A century of women’s rights

It took Oregon six attempts to pass women’s suffrage; California did it in two

The early American West demanded tenacity from the pioneers who crossed to settle the Oregon Territory. Farmers, ranchers, miners and trappers were eager to reap the bounty, and the population swelled as the Donation Land Claim Act and later the Homestead Act encouraged people westward.

The women who traveled to the Pacific Northwest were as dogged and determined as their male counterparts to hew out a home here. Life in the early West forged strong, determined men and women among settlers and Native Americans.

The first women to hold state offices in Oregon were from rural counties.

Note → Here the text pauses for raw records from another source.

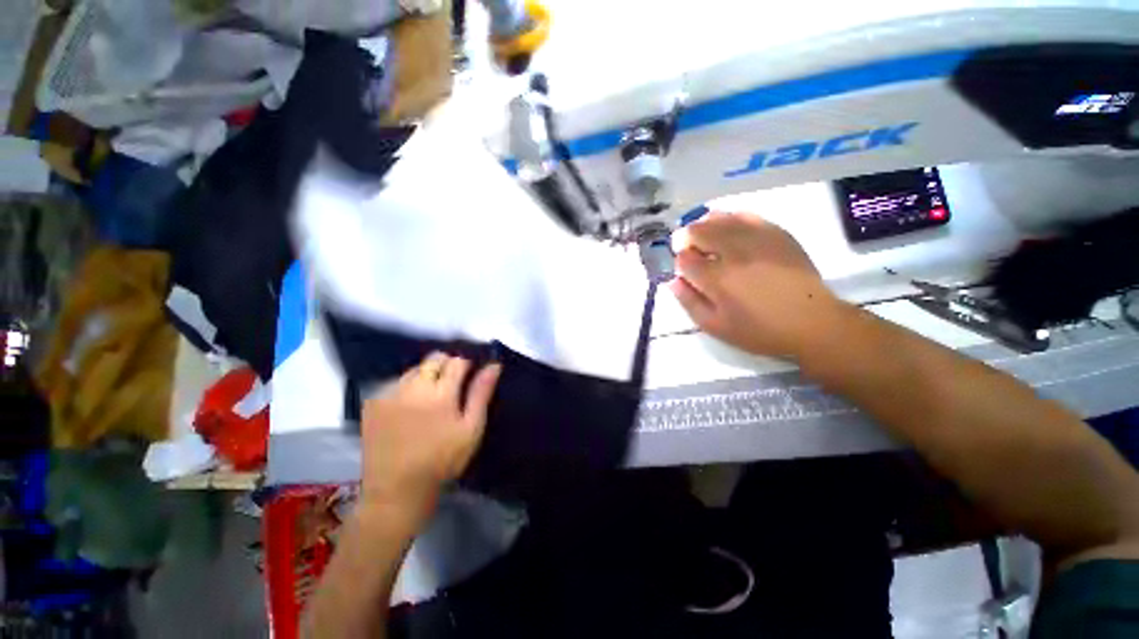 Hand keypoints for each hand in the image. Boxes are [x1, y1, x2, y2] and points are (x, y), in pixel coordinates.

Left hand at [360, 353, 501, 522]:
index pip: (457, 361)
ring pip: (413, 369)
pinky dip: (405, 387)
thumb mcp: (471, 429)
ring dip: (425, 375)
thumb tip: (494, 365)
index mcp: (441, 393)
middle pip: (433, 359)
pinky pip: (394, 382)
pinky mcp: (372, 403)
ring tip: (428, 398)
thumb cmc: (442, 460)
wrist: (396, 490)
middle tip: (449, 387)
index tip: (467, 379)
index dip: (466, 366)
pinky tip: (408, 407)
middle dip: (445, 366)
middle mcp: (413, 387)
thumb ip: (481, 393)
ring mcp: (389, 394)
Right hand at [669, 211, 841, 358]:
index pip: (684, 258)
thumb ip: (689, 302)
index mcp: (717, 279)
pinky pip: (744, 215)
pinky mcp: (775, 232)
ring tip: (706, 239)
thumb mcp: (715, 327)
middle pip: (697, 231)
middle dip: (686, 239)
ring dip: (704, 227)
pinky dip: (729, 219)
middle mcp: (734, 252)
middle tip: (690, 251)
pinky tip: (728, 229)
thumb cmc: (759, 330)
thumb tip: (673, 280)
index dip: (679, 262)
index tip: (684, 270)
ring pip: (718, 218)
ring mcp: (756, 238)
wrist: (811, 322) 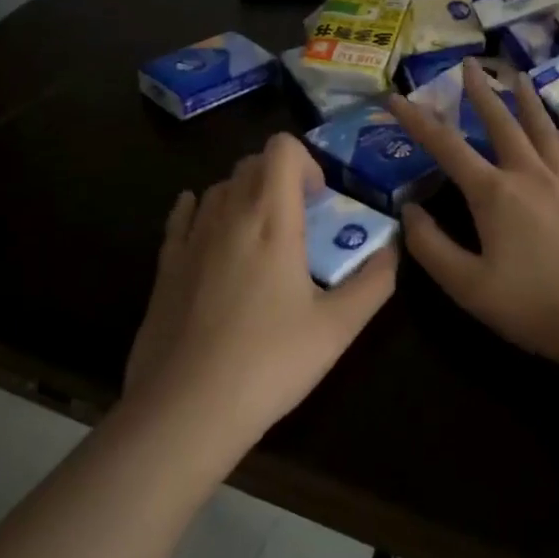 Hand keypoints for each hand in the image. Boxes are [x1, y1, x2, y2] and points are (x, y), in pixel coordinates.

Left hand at [125, 132, 397, 462]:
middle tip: (300, 220)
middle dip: (280, 178)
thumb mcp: (338, 328)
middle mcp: (228, 215)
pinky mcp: (165, 265)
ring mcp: (191, 238)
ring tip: (262, 237)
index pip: (281, 149)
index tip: (320, 201)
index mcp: (271, 220)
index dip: (306, 162)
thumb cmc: (269, 363)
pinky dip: (202, 209)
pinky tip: (212, 230)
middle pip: (251, 163)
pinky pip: (183, 216)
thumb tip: (393, 250)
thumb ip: (374, 282)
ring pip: (219, 187)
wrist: (186, 408)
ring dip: (246, 195)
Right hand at [387, 60, 558, 407]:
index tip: (395, 98)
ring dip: (528, 101)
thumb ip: (431, 248)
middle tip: (469, 65)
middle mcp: (530, 175)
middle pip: (502, 122)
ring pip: (544, 130)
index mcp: (494, 193)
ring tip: (519, 77)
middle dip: (481, 92)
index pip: (446, 146)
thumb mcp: (468, 287)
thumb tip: (410, 212)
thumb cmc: (534, 307)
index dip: (416, 120)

Thocmetony “Sarah” Winnemucca, the self-titled Piute Princess who spent much of her life on the Malheur Reservation in the southeast corner of Oregon, was a translator and emissary between her people and the U.S. Army and Indian Agents, according to the Oregon History Project. Winnemucca lobbied for self-government and land rights for her people. She established the first school in the West for Native American children to stay with families and continue to speak their own language. She was also the first Native American woman to publish a book, Life Among the Piutes: Their Wrongs and Claims, in 1883.

Land claims

For white settlers, Oregon land claims was the first U.S. land policy allowing married women to claim land in their own name. But the pioneer women, like women elsewhere in the United States, were still not afforded all rights of citizenship. In 1870 women’s suffrage organizations formed in Albany and Salem. Oregon’s matron suffragette was Abigail Scott Duniway. The farmer’s wife became the family breadwinner when her husband was permanently disabled in a horsing accident. She taught school and opened a millinery in Albany.

Duniway later moved to Portland where she was a tireless activist for women’s voting rights for more than 40 years. In 2012, The Oregonian called her the movement’s “chief strategist” because she worked on multiple campaigns to win the vote. 

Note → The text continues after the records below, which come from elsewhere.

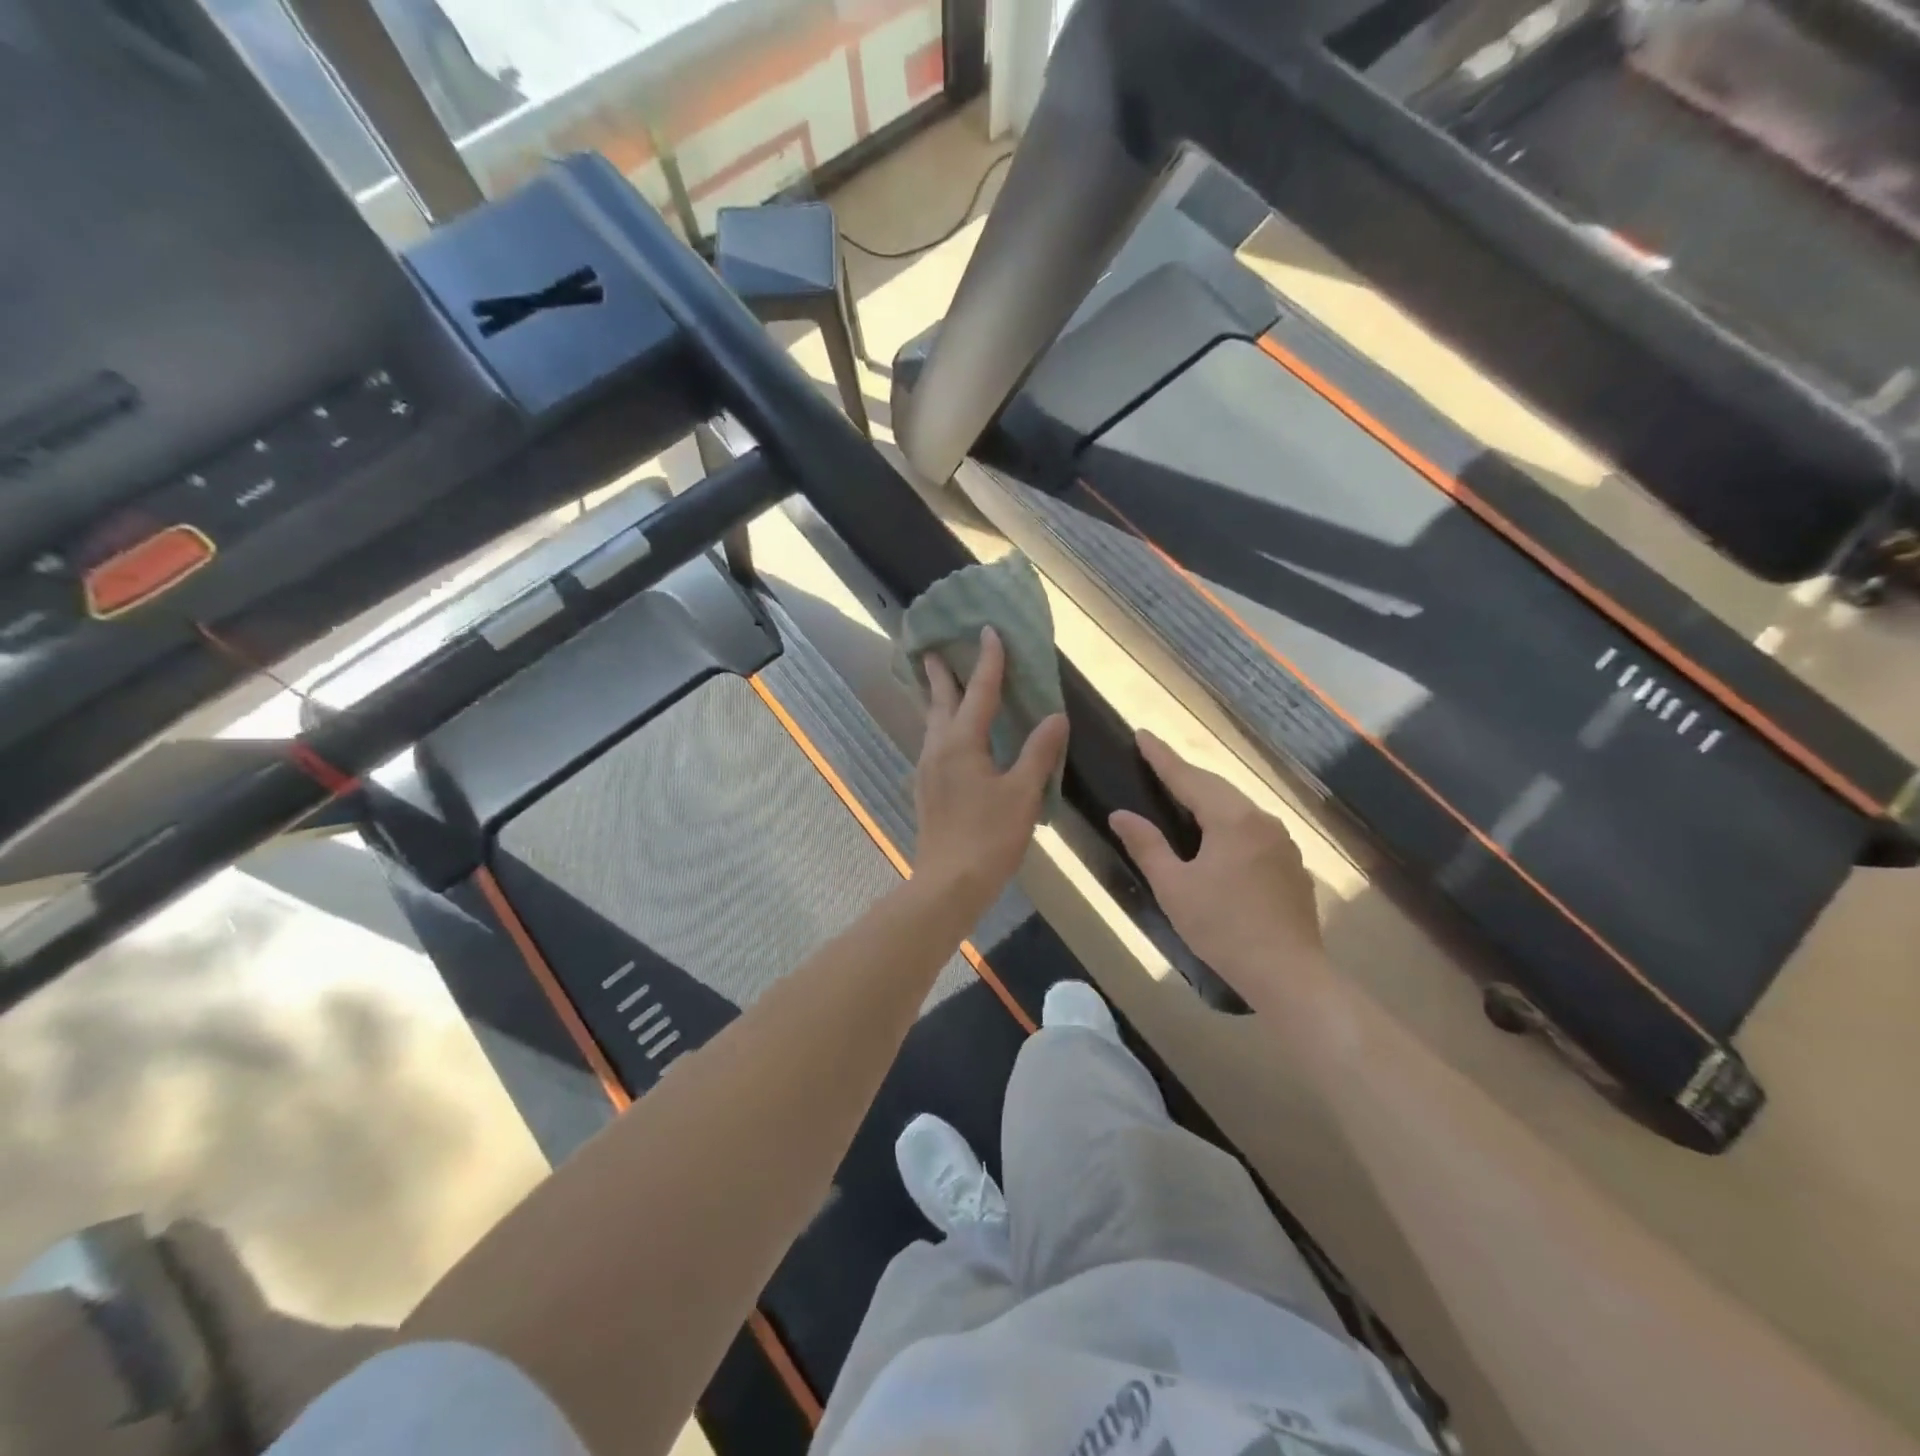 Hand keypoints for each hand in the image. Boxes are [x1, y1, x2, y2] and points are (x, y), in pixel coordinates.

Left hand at [913, 627, 1068, 911]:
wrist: (949, 884)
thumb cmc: (989, 837)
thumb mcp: (1023, 793)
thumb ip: (1039, 752)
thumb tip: (1056, 716)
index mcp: (962, 743)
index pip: (979, 691)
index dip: (988, 661)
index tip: (988, 630)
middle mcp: (938, 749)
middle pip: (940, 702)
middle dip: (940, 674)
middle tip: (934, 649)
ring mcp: (928, 770)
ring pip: (933, 724)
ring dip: (938, 700)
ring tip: (942, 686)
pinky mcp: (927, 790)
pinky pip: (934, 744)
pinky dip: (942, 726)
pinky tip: (950, 738)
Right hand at [1108, 731, 1323, 999]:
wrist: (1288, 972)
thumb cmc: (1222, 928)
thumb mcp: (1174, 887)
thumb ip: (1147, 846)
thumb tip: (1120, 815)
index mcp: (1231, 819)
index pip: (1188, 778)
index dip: (1162, 758)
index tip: (1142, 735)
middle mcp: (1261, 820)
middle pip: (1216, 787)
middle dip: (1185, 773)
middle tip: (1156, 760)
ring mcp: (1281, 841)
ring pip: (1237, 806)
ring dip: (1208, 796)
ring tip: (1181, 792)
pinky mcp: (1290, 863)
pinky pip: (1251, 827)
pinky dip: (1227, 820)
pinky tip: (1216, 833)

Oregon was hardly a bellwether for women’s suffrage. In all, Oregon voted down women’s voting rights five times (more than other state in the Union) before passing suffrage with a 52 percent “yes” count in 1912. Oregon was the last of the four most western states to give women voting rights. 

Californians gave women the vote in 1911, after failing in 1896. The urban areas of San Francisco and Alameda voted against the suffragists both times, but in 1911 the small towns and rural areas delivered the votes to secure victory. 

However, legend has it that Charlotte Darkey Parkhurst may have been the first woman to vote in California—as early as 1868. Parkhurst, known as Charley, was a road-roughened stagecoach driver living as a man. Voting records in 1868 show the registration of “Charley Parkhurst.” Her ruse was uncovered after she died in 1879.

Rural areas lead the way

The first women to hold state offices in Oregon were from rural counties. Marian B. Towne, a Democrat from Jackson County, was elected to the Oregon House of Representatives in 1914, and Kathryn Clarke, a Republican from Douglas County, won an Oregon Senate seat by special election in 1915.

In 1916 voters in the Eastern Oregon city of Umatilla elected a woman mayor as well as an all-female city council. In 1920, Yoncalla did the same. Also that year, the United States Congress passed suffrage at the federal level with the 19th Amendment.

It took Oregon nearly 80 years to put a woman in the governor’s chair. Barbara Roberts was elected in 1990. California has never had a female governor. Today, 29 percent of the Oregon state legislature and 26 percent of the California state legislature are women.